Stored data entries
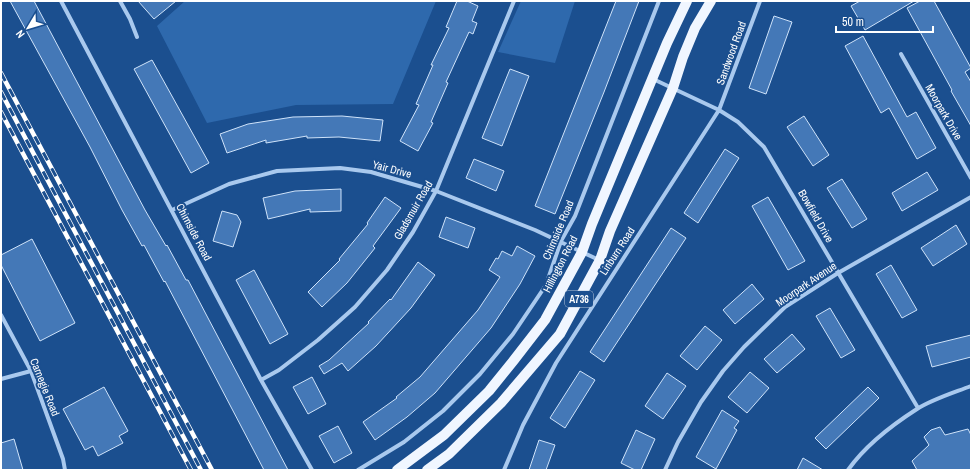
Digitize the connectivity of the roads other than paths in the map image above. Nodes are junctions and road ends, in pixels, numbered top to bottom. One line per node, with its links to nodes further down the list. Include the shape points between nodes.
1 (61, 1): 16 (street, Chirnside Road)
2 (120, 1): 8 (street)
3 (514, 1): 14 (street, Gladsmuir Road)
4 (659, 1): 17 (street, Chirnside Road, via 575,216)
5 (687, 1): 10 (main road, Hillington Road / A736, via 666,43)
6 (711, 1): 11 (main road, A736, via 695,28)
7 (760, 1): 12 (street, Sandwood Road)
8 (137, 37)
9 (901, 54): 13 (street, Moorpark Drive)
10 (653, 79): 11 (street, Bowfield Drive); 18 (main road, Hillington Road / A736)
11 (673, 88): 12 (street, Bowfield Drive); 19 (main road, A736, via 610,231)
12 (719, 110): 20 (street, Bowfield Drive, via 738,122 764,147); 32 (street, Linburn Road, via 556,363 523,425)
13 (971, 178)
14 (436, 191): 16 (street, Yair Drive, via 371,172 340,168 306,169 277,172 229,184); 17 (street, Yair Drive); 24 (street, Gladsmuir Road, via 413,232 387,270 355,307 279,370)
15 (971, 198): 20 (street, Moorpark Avenue)
16 (172, 210): 24 (street, Chirnside Road)
17 (561, 241): 18 (street, Yair Drive); 29 (street, Chirnside Road, via 546,285 513,334 480,374 443,411 404,442)
18 (582, 252): 19 (street, Yair Drive); 30 (main road, Hillington Road / A736, via 545,320 489,391 444,435)
19 (600, 260): 31 (main road, A736, via 560,334 502,403 448,454)
20 (838, 272): 26 (street, Bowfield Drive); 33 (street, Moorpark Avenue, via 785,307 744,347 701,402)
21 (1, 315): 22 (street, Carnegie Road)
22 (30, 371): 23 (street); 27 (street, Carnegie Road)
23 (1, 379)
24 (262, 380): 28 (street, Chirnside Road)
25 (971, 386): 26 (street)
26 (918, 408): 34 (street, via 866,449)
27 (65, 470)
28 (312, 470)
29 (358, 470)
30 (397, 470)
31 (426, 470)
32 (504, 470)
33 (665, 470)
34 (848, 470)

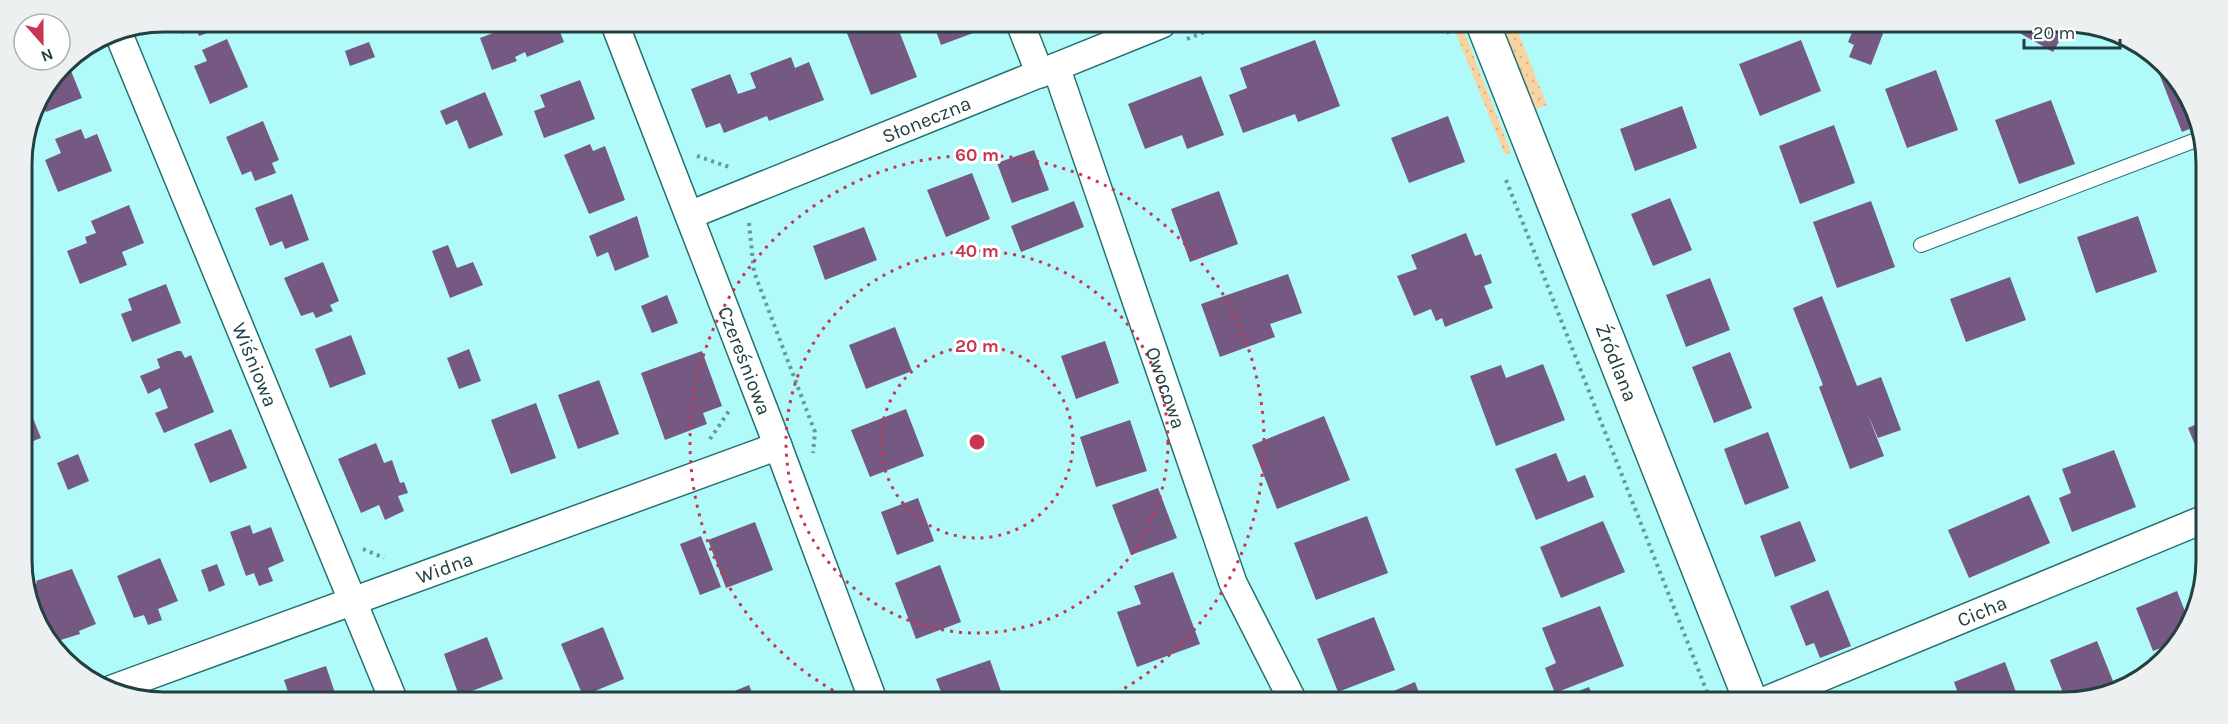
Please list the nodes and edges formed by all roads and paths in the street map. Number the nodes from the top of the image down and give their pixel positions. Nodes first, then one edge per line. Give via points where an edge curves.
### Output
1 (618, 32) edge
2 (1025, 32) edge
3 (1142, 32) edge
4 (1448, 32) edge
5 (1486, 32) edge
6 (121, 39) edge
7 (1454, 46) dead end
8 (1048, 70) junction
9 (2194, 141) edge
10 (694, 155) dead end
11 (732, 168) dead end
12 (1502, 169) dead end
13 (748, 214) dead end
14 (690, 215) junction
15 (1921, 245) dead end
16 (733, 404) dead end
17 (815, 432) dead end
18 (708, 441) dead end
19 (778, 446) junction
20 (2196, 522) edge
21 (356, 546) dead end
22 (392, 561) dead end
23 (353, 602) junction
24 (122, 685) edge
25 (390, 692) edge
26 (870, 692) edge
27 (1288, 692) edge
28 (1707, 692) edge
29 (1747, 692) edge
30 (1786, 692) edge

1 - 14 street, Czereśniowa
2 - 8 street, Owocowa
3 - 8 street, Słoneczna
4 - 7 path
5 - 29 street, Źródlana
6 - 23 street, Wiśniowa
8 - 14 street, Słoneczna
8 - 27 street, Owocowa via 1233,584
9 - 15 lane
10 - 11 path
12 - 28 path
13 - 17 path via 754,272
14 - 19 street, Czereśniowa
16 - 18 path
19 - 23 street, Widna
19 - 26 street, Czereśniowa
20 - 30 street, Cicha
21 - 22 path
23 - 24 street, Widna
23 - 25 street, Wiśniowa

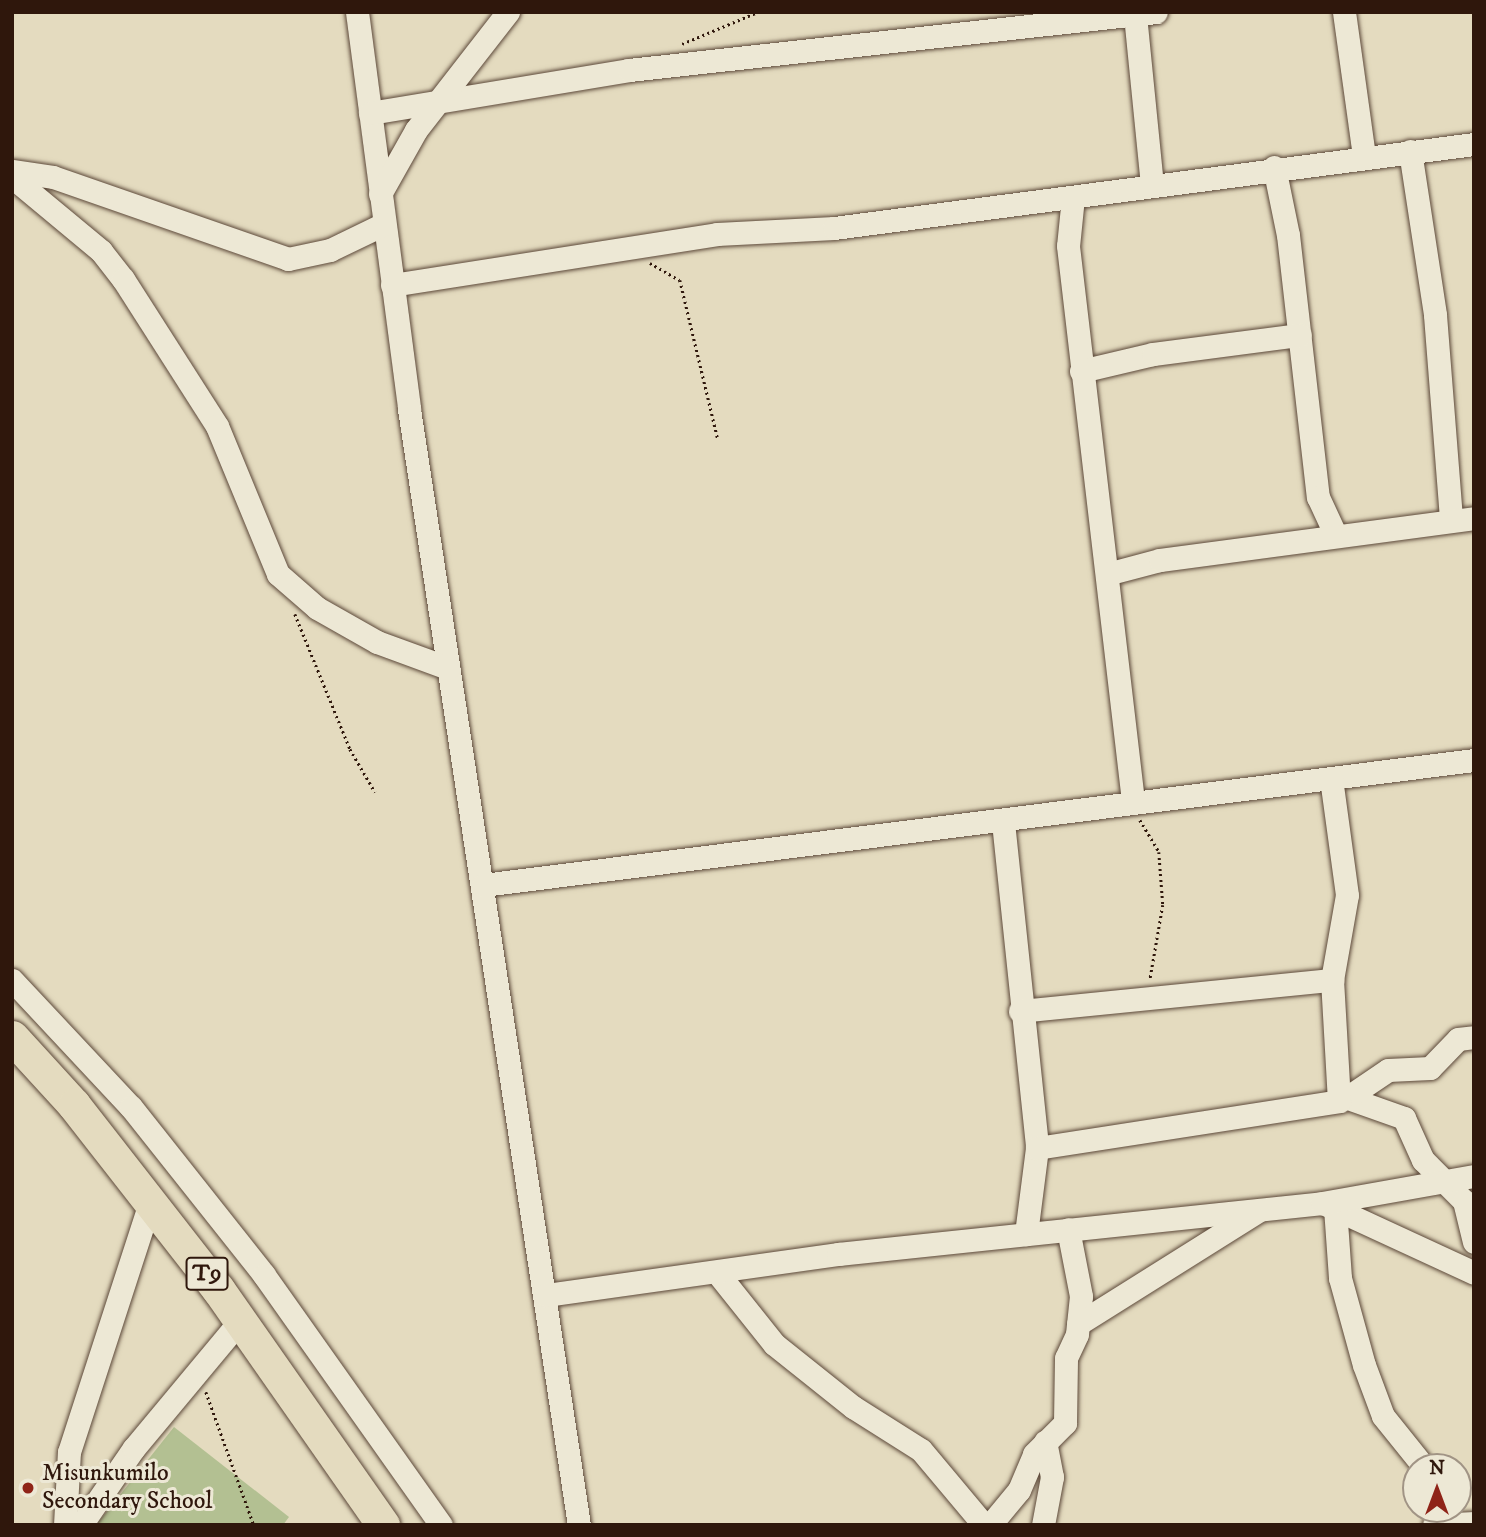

ASSIGNED TASK >>
What is needed here is an exact copy of every record, with the pictures left out.

WRITTEN RESPONSE >>
Digitize the connectivity of the roads other than paths in the map image above. Nodes are junctions and road ends, in pixels, numbered top to bottom. One line per node, with its links to nodes further down the list. Include the shape points between nodes.
1 (61, 1): 16 (street, Chirnside Road)
2 (120, 1): 8 (street)
3 (514, 1): 14 (street, Gladsmuir Road)
4 (659, 1): 17 (street, Chirnside Road, via 575,216)
5 (687, 1): 10 (main road, Hillington Road / A736, via 666,43)
6 (711, 1): 11 (main road, A736, via 695,28)
7 (760, 1): 12 (street, Sandwood Road)
8 (137, 37)
9 (901, 54): 13 (street, Moorpark Drive)
10 (653, 79): 11 (street, Bowfield Drive); 18 (main road, Hillington Road / A736)
11 (673, 88): 12 (street, Bowfield Drive); 19 (main road, A736, via 610,231)
12 (719, 110): 20 (street, Bowfield Drive, via 738,122 764,147); 32 (street, Linburn Road, via 556,363 523,425)
13 (971, 178)
14 (436, 191): 16 (street, Yair Drive, via 371,172 340,168 306,169 277,172 229,184); 17 (street, Yair Drive); 24 (street, Gladsmuir Road, via 413,232 387,270 355,307 279,370)
15 (971, 198): 20 (street, Moorpark Avenue)
16 (172, 210): 24 (street, Chirnside Road)
17 (561, 241): 18 (street, Yair Drive); 29 (street, Chirnside Road, via 546,285 513,334 480,374 443,411 404,442)
18 (582, 252): 19 (street, Yair Drive); 30 (main road, Hillington Road / A736, via 545,320 489,391 444,435)
19 (600, 260): 31 (main road, A736, via 560,334 502,403 448,454)
20 (838, 272): 26 (street, Bowfield Drive); 33 (street, Moorpark Avenue, via 785,307 744,347 701,402)
21 (1, 315): 22 (street, Carnegie Road)
22 (30, 371): 23 (street); 27 (street, Carnegie Road)
23 (1, 379)
24 (262, 380): 28 (street, Chirnside Road)
25 (971, 386): 26 (street)
26 (918, 408): 34 (street, via 866,449)
27 (65, 470)
28 (312, 470)
29 (358, 470)
30 (397, 470)
31 (426, 470)
32 (504, 470)
33 (665, 470)
34 (848, 470)

Please list the nodes and edges formed by all roads and paths in the street map. Number the nodes from the top of the image down and give their pixel positions. Nodes first, then one edge per line. Give via points where an edge curves.
### Output
1 (618, 32) edge
2 (1025, 32) edge
3 (1142, 32) edge
4 (1448, 32) edge
5 (1486, 32) edge
6 (121, 39) edge
7 (1454, 46) dead end
8 (1048, 70) junction
9 (2194, 141) edge
10 (694, 155) dead end
11 (732, 168) dead end
12 (1502, 169) dead end
13 (748, 214) dead end
14 (690, 215) junction
15 (1921, 245) dead end
16 (733, 404) dead end
17 (815, 432) dead end
18 (708, 441) dead end
19 (778, 446) junction
20 (2196, 522) edge
21 (356, 546) dead end
22 (392, 561) dead end
23 (353, 602) junction
24 (122, 685) edge
25 (390, 692) edge
26 (870, 692) edge
27 (1288, 692) edge
28 (1707, 692) edge
29 (1747, 692) edge
30 (1786, 692) edge

1 - 14 street, Czereśniowa
2 - 8 street, Owocowa
3 - 8 street, Słoneczna
4 - 7 path
5 - 29 street, Źródlana
6 - 23 street, Wiśniowa
8 - 14 street, Słoneczna
8 - 27 street, Owocowa via 1233,584
9 - 15 lane
10 - 11 path
12 - 28 path
13 - 17 path via 754,272
14 - 19 street, Czereśniowa
16 - 18 path
19 - 23 street, Widna
19 - 26 street, Czereśniowa
20 - 30 street, Cicha
21 - 22 path
23 - 24 street, Widna
23 - 25 street, Wiśniowa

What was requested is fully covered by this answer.